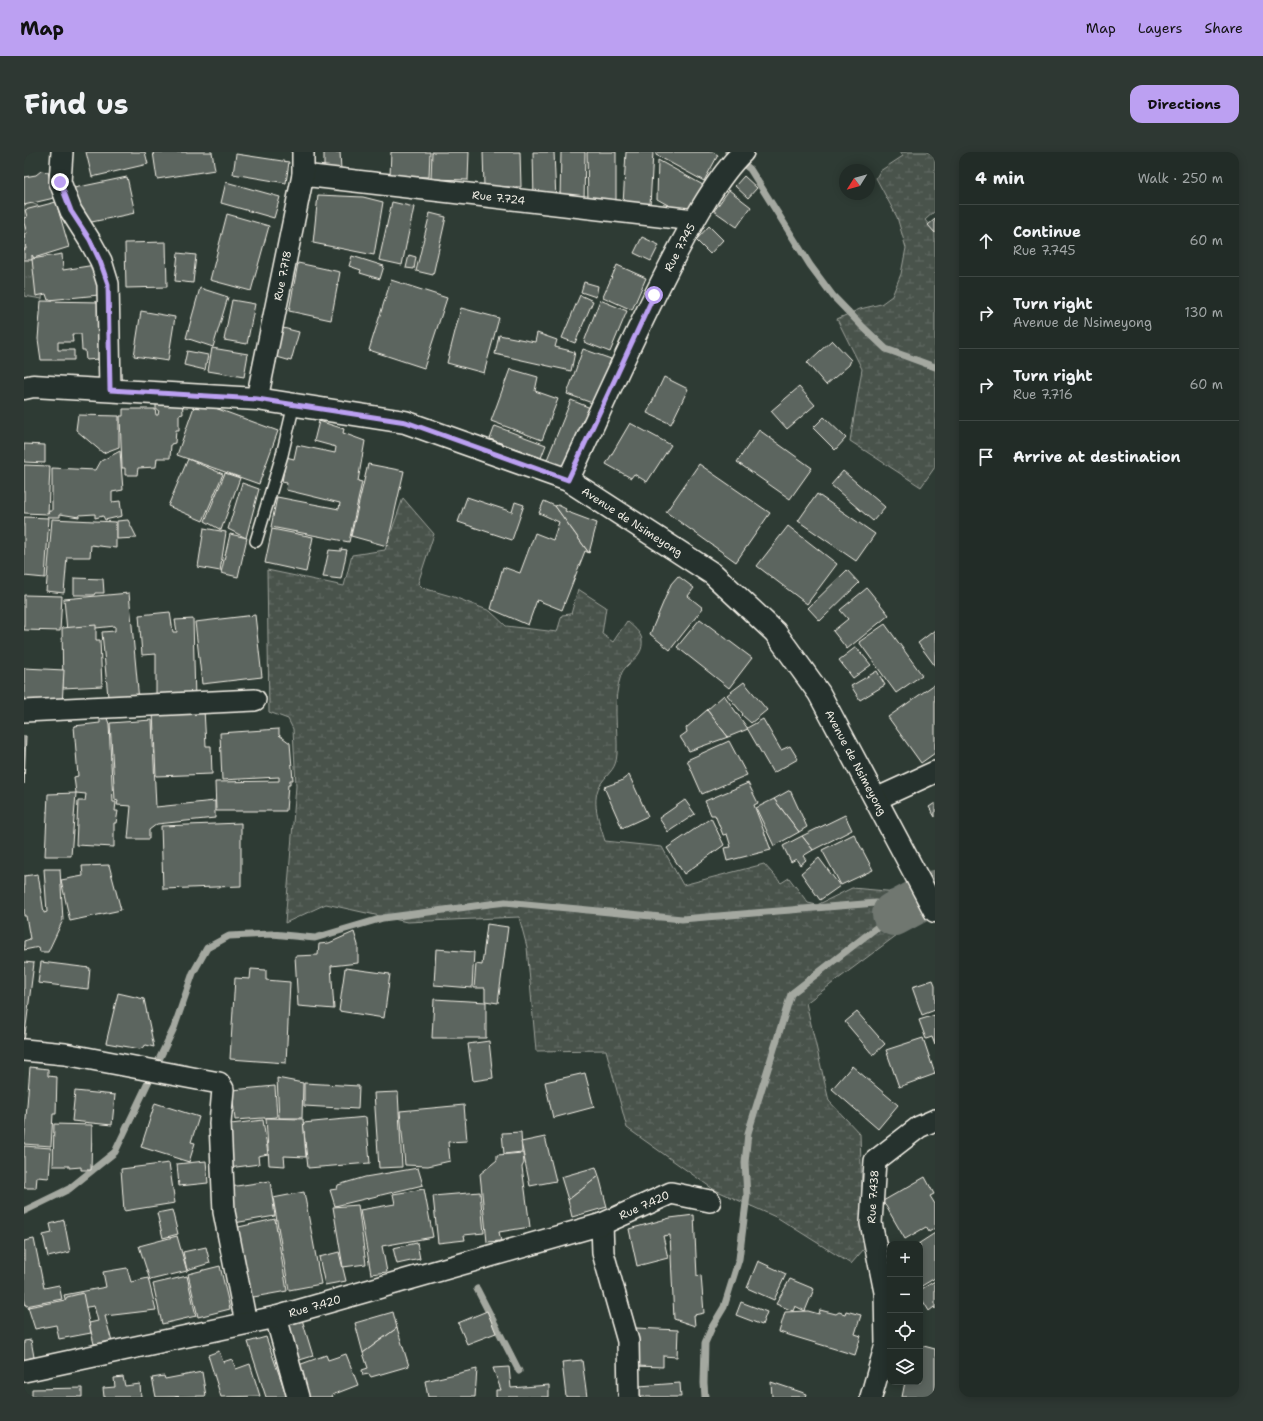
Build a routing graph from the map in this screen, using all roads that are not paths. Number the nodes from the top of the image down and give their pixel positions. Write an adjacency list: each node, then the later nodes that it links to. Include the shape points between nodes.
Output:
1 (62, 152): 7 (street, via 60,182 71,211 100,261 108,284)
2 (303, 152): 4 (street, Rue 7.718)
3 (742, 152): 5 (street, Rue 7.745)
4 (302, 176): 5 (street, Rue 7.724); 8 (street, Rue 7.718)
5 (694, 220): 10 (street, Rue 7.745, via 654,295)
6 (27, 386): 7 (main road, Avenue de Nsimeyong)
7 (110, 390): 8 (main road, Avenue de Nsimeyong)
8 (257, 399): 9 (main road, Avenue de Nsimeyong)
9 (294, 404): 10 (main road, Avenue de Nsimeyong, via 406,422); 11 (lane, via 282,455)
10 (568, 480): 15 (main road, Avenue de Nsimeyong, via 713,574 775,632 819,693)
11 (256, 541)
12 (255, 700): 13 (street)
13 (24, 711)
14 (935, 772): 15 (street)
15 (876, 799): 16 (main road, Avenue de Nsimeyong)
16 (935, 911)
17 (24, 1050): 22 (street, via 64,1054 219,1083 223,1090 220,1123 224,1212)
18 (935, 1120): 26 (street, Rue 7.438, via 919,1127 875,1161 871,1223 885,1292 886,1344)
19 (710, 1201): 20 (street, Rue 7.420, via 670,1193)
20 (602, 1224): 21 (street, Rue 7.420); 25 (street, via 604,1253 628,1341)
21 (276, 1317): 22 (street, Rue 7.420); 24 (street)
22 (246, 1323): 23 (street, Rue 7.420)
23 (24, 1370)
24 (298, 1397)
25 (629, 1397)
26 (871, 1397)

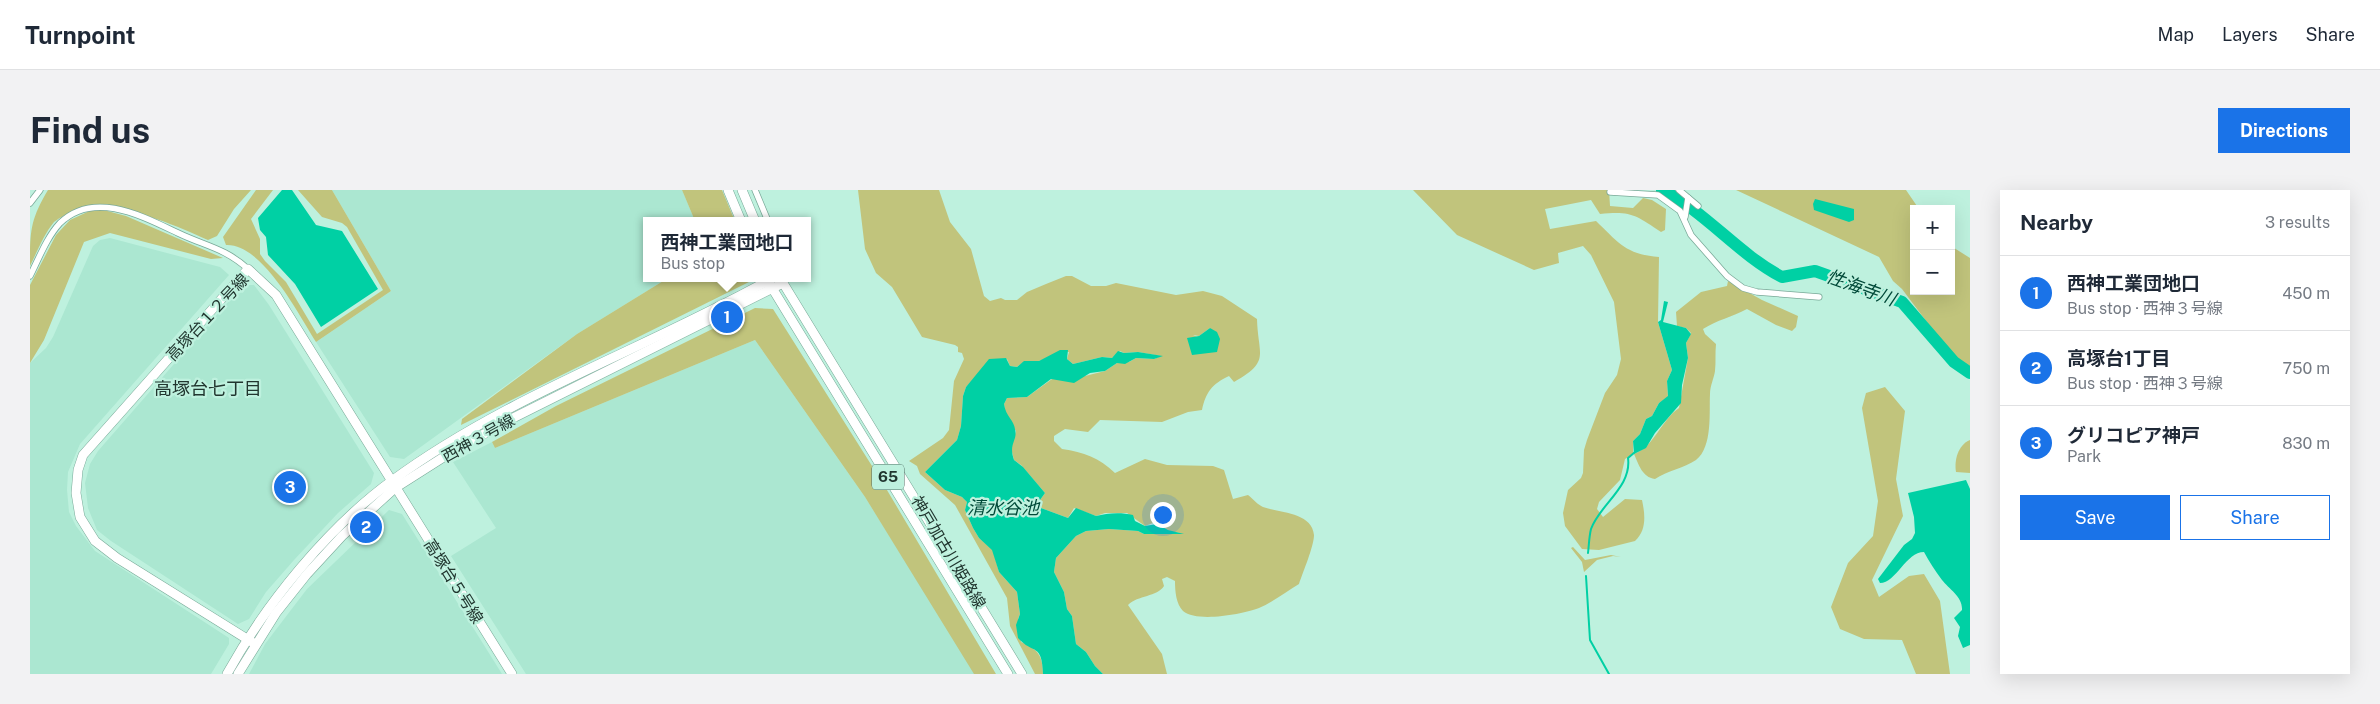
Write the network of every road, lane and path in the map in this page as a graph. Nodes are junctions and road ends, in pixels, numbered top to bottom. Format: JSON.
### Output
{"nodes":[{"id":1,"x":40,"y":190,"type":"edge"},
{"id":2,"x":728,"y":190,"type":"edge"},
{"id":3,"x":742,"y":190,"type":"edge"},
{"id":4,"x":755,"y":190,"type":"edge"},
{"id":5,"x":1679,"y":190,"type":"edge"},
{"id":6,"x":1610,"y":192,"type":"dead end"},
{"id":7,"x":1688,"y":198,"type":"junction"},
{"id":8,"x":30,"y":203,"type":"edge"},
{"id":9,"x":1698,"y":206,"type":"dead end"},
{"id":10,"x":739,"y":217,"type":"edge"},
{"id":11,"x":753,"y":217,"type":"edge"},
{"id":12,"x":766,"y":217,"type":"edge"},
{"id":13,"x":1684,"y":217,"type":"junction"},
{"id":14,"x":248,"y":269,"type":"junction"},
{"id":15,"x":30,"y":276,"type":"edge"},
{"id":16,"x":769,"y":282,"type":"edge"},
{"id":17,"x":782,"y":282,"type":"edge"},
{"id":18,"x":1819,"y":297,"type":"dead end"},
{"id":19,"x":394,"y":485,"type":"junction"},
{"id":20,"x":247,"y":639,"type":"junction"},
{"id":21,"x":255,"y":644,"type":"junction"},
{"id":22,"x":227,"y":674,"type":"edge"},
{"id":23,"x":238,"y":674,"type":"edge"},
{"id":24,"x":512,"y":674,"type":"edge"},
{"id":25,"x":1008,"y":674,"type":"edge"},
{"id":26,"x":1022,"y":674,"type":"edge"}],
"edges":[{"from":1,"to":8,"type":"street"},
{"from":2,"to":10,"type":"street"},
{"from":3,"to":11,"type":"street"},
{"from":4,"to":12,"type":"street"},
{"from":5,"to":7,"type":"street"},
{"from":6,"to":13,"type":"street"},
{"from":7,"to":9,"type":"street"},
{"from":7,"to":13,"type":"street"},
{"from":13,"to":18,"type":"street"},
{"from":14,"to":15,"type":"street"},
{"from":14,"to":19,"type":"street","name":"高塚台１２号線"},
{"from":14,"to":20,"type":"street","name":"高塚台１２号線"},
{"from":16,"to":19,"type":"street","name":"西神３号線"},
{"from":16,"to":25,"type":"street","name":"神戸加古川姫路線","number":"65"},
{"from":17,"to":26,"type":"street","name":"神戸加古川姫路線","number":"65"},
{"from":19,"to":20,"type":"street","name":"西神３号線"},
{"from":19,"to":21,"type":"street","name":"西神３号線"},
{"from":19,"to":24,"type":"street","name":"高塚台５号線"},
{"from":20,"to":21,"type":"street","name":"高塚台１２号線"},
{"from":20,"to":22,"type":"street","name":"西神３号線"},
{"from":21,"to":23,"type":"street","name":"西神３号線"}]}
========================================================================
## THE TASK
What is needed is the whole listing again, exactly as written, with the images left out.

## SOLUTION FOR THIS TASK
Build a routing graph from the map in this screen, using all roads that are not paths. Number the nodes from the top of the image down and give their pixel positions. Write an adjacency list: each node, then the later nodes that it links to. Include the shape points between nodes.
Output:
1 (62, 152): 7 (street, via 60,182 71,211 100,261 108,284)
2 (303, 152): 4 (street, Rue 7.718)
3 (742, 152): 5 (street, Rue 7.745)
4 (302, 176): 5 (street, Rue 7.724); 8 (street, Rue 7.718)
5 (694, 220): 10 (street, Rue 7.745, via 654,295)
6 (27, 386): 7 (main road, Avenue de Nsimeyong)
7 (110, 390): 8 (main road, Avenue de Nsimeyong)
8 (257, 399): 9 (main road, Avenue de Nsimeyong)
9 (294, 404): 10 (main road, Avenue de Nsimeyong, via 406,422); 11 (lane, via 282,455)
10 (568, 480): 15 (main road, Avenue de Nsimeyong, via 713,574 775,632 819,693)
11 (256, 541)
12 (255, 700): 13 (street)
13 (24, 711)
14 (935, 772): 15 (street)
15 (876, 799): 16 (main road, Avenue de Nsimeyong)
16 (935, 911)
17 (24, 1050): 22 (street, via 64,1054 219,1083 223,1090 220,1123 224,1212)
18 (935, 1120): 26 (street, Rue 7.438, via 919,1127 875,1161 871,1223 885,1292 886,1344)
19 (710, 1201): 20 (street, Rue 7.420, via 670,1193)
20 (602, 1224): 21 (street, Rue 7.420); 25 (street, via 604,1253 628,1341)
21 (276, 1317): 22 (street, Rue 7.420); 24 (street)
22 (246, 1323): 23 (street, Rue 7.420)
23 (24, 1370)
24 (298, 1397)
25 (629, 1397)
26 (871, 1397)

Write the network of every road, lane and path in the map in this page as a graph. Nodes are junctions and road ends, in pixels, numbered top to bottom. Format: JSON.
### Output
{"nodes":[{"id":1,"x":40,"y":190,"type":"edge"},
{"id":2,"x":728,"y":190,"type":"edge"},
{"id":3,"x":742,"y":190,"type":"edge"},
{"id":4,"x":755,"y":190,"type":"edge"},
{"id":5,"x":1679,"y":190,"type":"edge"},
{"id":6,"x":1610,"y":192,"type":"dead end"},
{"id":7,"x":1688,"y":198,"type":"junction"},
{"id":8,"x":30,"y":203,"type":"edge"},
{"id":9,"x":1698,"y":206,"type":"dead end"},
{"id":10,"x":739,"y":217,"type":"edge"},
{"id":11,"x":753,"y":217,"type":"edge"},
{"id":12,"x":766,"y":217,"type":"edge"},
{"id":13,"x":1684,"y":217,"type":"junction"},
{"id":14,"x":248,"y":269,"type":"junction"},
{"id":15,"x":30,"y":276,"type":"edge"},
{"id":16,"x":769,"y":282,"type":"edge"},
{"id":17,"x":782,"y":282,"type":"edge"},
{"id":18,"x":1819,"y":297,"type":"dead end"},
{"id":19,"x":394,"y":485,"type":"junction"},
{"id":20,"x":247,"y":639,"type":"junction"},
{"id":21,"x":255,"y":644,"type":"junction"},
{"id":22,"x":227,"y":674,"type":"edge"},
{"id":23,"x":238,"y":674,"type":"edge"},
{"id":24,"x":512,"y":674,"type":"edge"},
{"id":25,"x":1008,"y":674,"type":"edge"},
{"id":26,"x":1022,"y":674,"type":"edge"}],
"edges":[{"from":1,"to":8,"type":"street"},
{"from":2,"to":10,"type":"street"},
{"from":3,"to":11,"type":"street"},
{"from":4,"to":12,"type":"street"},
{"from":5,"to":7,"type":"street"},
{"from":6,"to":13,"type":"street"},
{"from":7,"to":9,"type":"street"},
{"from":7,"to":13,"type":"street"},
{"from":13,"to":18,"type":"street"},
{"from":14,"to":15,"type":"street"},
{"from":14,"to":19,"type":"street","name":"高塚台１２号線"},
{"from":14,"to":20,"type":"street","name":"高塚台１２号線"},
{"from":16,"to":19,"type":"street","name":"西神３号線"},
{"from":16,"to":25,"type":"street","name":"神戸加古川姫路線","number":"65"},
{"from":17,"to":26,"type":"street","name":"神戸加古川姫路線","number":"65"},
{"from":19,"to":20,"type":"street","name":"西神３号線"},
{"from":19,"to":21,"type":"street","name":"西神３号線"},
{"from":19,"to":24,"type":"street","name":"高塚台５号線"},
{"from":20,"to":21,"type":"street","name":"高塚台１２号線"},
{"from":20,"to":22,"type":"street","name":"西神３号線"},
{"from":21,"to":23,"type":"street","name":"西神３号線"}]}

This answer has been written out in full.